Start of DATA FOR ANALYSIS

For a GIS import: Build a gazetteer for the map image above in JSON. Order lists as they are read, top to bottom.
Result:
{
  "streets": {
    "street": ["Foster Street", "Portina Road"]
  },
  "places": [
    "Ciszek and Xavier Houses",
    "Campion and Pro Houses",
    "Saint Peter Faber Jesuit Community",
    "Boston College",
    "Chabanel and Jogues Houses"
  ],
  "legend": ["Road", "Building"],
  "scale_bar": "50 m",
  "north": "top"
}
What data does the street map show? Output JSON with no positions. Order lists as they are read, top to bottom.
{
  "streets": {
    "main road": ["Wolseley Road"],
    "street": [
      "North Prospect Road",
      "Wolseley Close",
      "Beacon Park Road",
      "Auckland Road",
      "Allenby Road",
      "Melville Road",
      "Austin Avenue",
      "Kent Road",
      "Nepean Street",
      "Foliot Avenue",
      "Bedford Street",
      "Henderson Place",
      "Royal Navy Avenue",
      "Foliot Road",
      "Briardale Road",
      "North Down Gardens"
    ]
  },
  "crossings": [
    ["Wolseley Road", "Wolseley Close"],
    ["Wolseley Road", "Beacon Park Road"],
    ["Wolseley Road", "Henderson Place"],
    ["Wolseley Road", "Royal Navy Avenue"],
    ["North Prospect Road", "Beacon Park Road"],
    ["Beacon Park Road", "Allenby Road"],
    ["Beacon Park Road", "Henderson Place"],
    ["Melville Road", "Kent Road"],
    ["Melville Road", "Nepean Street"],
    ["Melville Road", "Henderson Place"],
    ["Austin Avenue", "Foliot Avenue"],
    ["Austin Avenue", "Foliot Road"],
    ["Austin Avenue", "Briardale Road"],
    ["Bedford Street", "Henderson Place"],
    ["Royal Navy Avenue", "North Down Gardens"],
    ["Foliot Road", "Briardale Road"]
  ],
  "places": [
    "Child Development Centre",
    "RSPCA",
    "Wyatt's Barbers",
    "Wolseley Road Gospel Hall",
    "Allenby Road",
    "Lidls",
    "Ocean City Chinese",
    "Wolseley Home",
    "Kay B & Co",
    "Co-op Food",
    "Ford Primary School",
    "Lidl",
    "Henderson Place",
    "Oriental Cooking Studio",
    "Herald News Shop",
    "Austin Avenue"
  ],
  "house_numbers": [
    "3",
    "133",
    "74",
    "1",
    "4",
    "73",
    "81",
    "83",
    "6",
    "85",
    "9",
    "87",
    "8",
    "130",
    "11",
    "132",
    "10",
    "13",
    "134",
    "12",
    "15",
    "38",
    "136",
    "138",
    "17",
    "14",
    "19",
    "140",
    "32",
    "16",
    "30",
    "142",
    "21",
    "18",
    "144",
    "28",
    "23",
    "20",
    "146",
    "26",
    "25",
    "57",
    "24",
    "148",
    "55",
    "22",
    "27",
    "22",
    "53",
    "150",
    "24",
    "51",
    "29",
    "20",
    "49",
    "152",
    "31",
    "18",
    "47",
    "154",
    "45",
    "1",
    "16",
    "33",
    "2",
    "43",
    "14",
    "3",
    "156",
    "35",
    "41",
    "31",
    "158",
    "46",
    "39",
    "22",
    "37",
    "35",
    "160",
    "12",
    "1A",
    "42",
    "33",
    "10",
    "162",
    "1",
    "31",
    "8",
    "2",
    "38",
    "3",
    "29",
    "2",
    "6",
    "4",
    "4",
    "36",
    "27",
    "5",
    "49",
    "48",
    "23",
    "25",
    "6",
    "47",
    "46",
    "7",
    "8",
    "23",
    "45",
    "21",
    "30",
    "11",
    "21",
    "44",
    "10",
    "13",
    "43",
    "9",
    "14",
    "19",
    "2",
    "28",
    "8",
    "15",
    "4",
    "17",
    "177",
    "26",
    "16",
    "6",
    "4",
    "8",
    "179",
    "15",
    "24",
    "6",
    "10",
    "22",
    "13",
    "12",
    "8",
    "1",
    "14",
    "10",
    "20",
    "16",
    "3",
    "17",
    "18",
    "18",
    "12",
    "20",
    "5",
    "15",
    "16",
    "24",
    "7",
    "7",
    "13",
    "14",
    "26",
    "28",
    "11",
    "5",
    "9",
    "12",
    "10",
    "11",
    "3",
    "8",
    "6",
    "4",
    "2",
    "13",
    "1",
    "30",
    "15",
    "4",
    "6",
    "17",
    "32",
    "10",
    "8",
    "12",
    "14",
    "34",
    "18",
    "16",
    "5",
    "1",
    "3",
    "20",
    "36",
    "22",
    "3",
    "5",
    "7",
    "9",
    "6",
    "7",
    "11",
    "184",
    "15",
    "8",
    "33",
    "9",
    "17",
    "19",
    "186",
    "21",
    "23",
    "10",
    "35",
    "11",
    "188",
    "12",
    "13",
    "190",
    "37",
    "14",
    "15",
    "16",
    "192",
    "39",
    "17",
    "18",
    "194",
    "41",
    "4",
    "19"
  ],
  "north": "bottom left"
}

End of DATA FOR ANALYSIS

■ WHAT THE EXERCISE ASKS
An exact copy of every entry above is required.

■ SOLUTION FOR THIS EXERCISE
For a GIS import: Build a gazetteer for the map image above in JSON. Order lists as they are read, top to bottom.
Result:
{
  "streets": {
    "street": ["Foster Street", "Portina Road"]
  },
  "places": [
    "Ciszek and Xavier Houses",
    "Campion and Pro Houses",
    "Saint Peter Faber Jesuit Community",
    "Boston College",
    "Chabanel and Jogues Houses"
  ],
  "legend": ["Road", "Building"],
  "scale_bar": "50 m",
  "north": "top"
}
What data does the street map show? Output JSON with no positions. Order lists as they are read, top to bottom.
{
  "streets": {
    "main road": ["Wolseley Road"],
    "street": [
      "North Prospect Road",
      "Wolseley Close",
      "Beacon Park Road",
      "Auckland Road",
      "Allenby Road",
      "Melville Road",
      "Austin Avenue",
      "Kent Road",
      "Nepean Street",
      "Foliot Avenue",
      "Bedford Street",
      "Henderson Place",
      "Royal Navy Avenue",
      "Foliot Road",
      "Briardale Road",
      "North Down Gardens"
    ]
  },
  "crossings": [
    ["Wolseley Road", "Wolseley Close"],
    ["Wolseley Road", "Beacon Park Road"],
    ["Wolseley Road", "Henderson Place"],
    ["Wolseley Road", "Royal Navy Avenue"],
    ["North Prospect Road", "Beacon Park Road"],
    ["Beacon Park Road", "Allenby Road"],
    ["Beacon Park Road", "Henderson Place"],
    ["Melville Road", "Kent Road"],
    ["Melville Road", "Nepean Street"],
    ["Melville Road", "Henderson Place"],
    ["Austin Avenue", "Foliot Avenue"],
    ["Austin Avenue", "Foliot Road"],
    ["Austin Avenue", "Briardale Road"],
    ["Bedford Street", "Henderson Place"],
    ["Royal Navy Avenue", "North Down Gardens"],
    ["Foliot Road", "Briardale Road"]
  ],
  "places": [
    "Child Development Centre",
    "RSPCA",
    "Wyatt's Barbers",
    "Wolseley Road Gospel Hall",
    "Allenby Road",
    "Lidls",
    "Ocean City Chinese",
    "Wolseley Home",
    "Kay B & Co",
    "Co-op Food",
    "Ford Primary School",
    "Lidl",
    "Henderson Place",
    "Oriental Cooking Studio",
    "Herald News Shop",
    "Austin Avenue"
  ],
  "house_numbers": [
    "3",
    "133",
    "74",
    "1",
    "4",
    "73",
    "81",
    "83",
    "6",
    "85",
    "9",
    "87",
    "8",
    "130",
    "11",
    "132",
    "10",
    "13",
    "134",
    "12",
    "15",
    "38",
    "136",
    "138",
    "17",
    "14",
    "19",
    "140",
    "32",
    "16",
    "30",
    "142",
    "21",
    "18",
    "144",
    "28",
    "23",
    "20",
    "146",
    "26",
    "25",
    "57",
    "24",
    "148",
    "55",
    "22",
    "27",
    "22",
    "53",
    "150",
    "24",
    "51",
    "29",
    "20",
    "49",
    "152",
    "31",
    "18",
    "47",
    "154",
    "45",
    "1",
    "16",
    "33",
    "2",
    "43",
    "14",
    "3",
    "156",
    "35",
    "41",
    "31",
    "158",
    "46",
    "39",
    "22",
    "37",
    "35",
    "160",
    "12",
    "1A",
    "42",
    "33",
    "10",
    "162",
    "1",
    "31",
    "8",
    "2",
    "38",
    "3",
    "29",
    "2",
    "6",
    "4",
    "4",
    "36",
    "27",
    "5",
    "49",
    "48",
    "23",
    "25",
    "6",
    "47",
    "46",
    "7",
    "8",
    "23",
    "45",
    "21",
    "30",
    "11",
    "21",
    "44",
    "10",
    "13",
    "43",
    "9",
    "14",
    "19",
    "2",
    "28",
    "8",
    "15",
    "4",
    "17",
    "177",
    "26",
    "16",
    "6",
    "4",
    "8",
    "179",
    "15",
    "24",
    "6",
    "10",
    "22",
    "13",
    "12",
    "8",
    "1",
    "14",
    "10",
    "20",
    "16",
    "3",
    "17",
    "18",
    "18",
    "12",
    "20",
    "5",
    "15",
    "16",
    "24",
    "7",
    "7",
    "13",
    "14",
    "26",
    "28",
    "11",
    "5",
    "9",
    "12",
    "10",
    "11",
    "3",
    "8",
    "6",
    "4",
    "2",
    "13",
    "1",
    "30",
    "15",
    "4",
    "6",
    "17",
    "32",
    "10",
    "8",
    "12",
    "14",
    "34",
    "18",
    "16",
    "5",
    "1",
    "3",
    "20",
    "36",
    "22",
    "3",
    "5",
    "7",
    "9",
    "6",
    "7",
    "11",
    "184",
    "15",
    "8",
    "33",
    "9",
    "17",
    "19",
    "186",
    "21",
    "23",
    "10",
    "35",
    "11",
    "188",
    "12",
    "13",
    "190",
    "37",
    "14",
    "15",
    "16",
    "192",
    "39",
    "17",
    "18",
    "194",
    "41",
    "4",
    "19"
  ],
  "north": "bottom left"
}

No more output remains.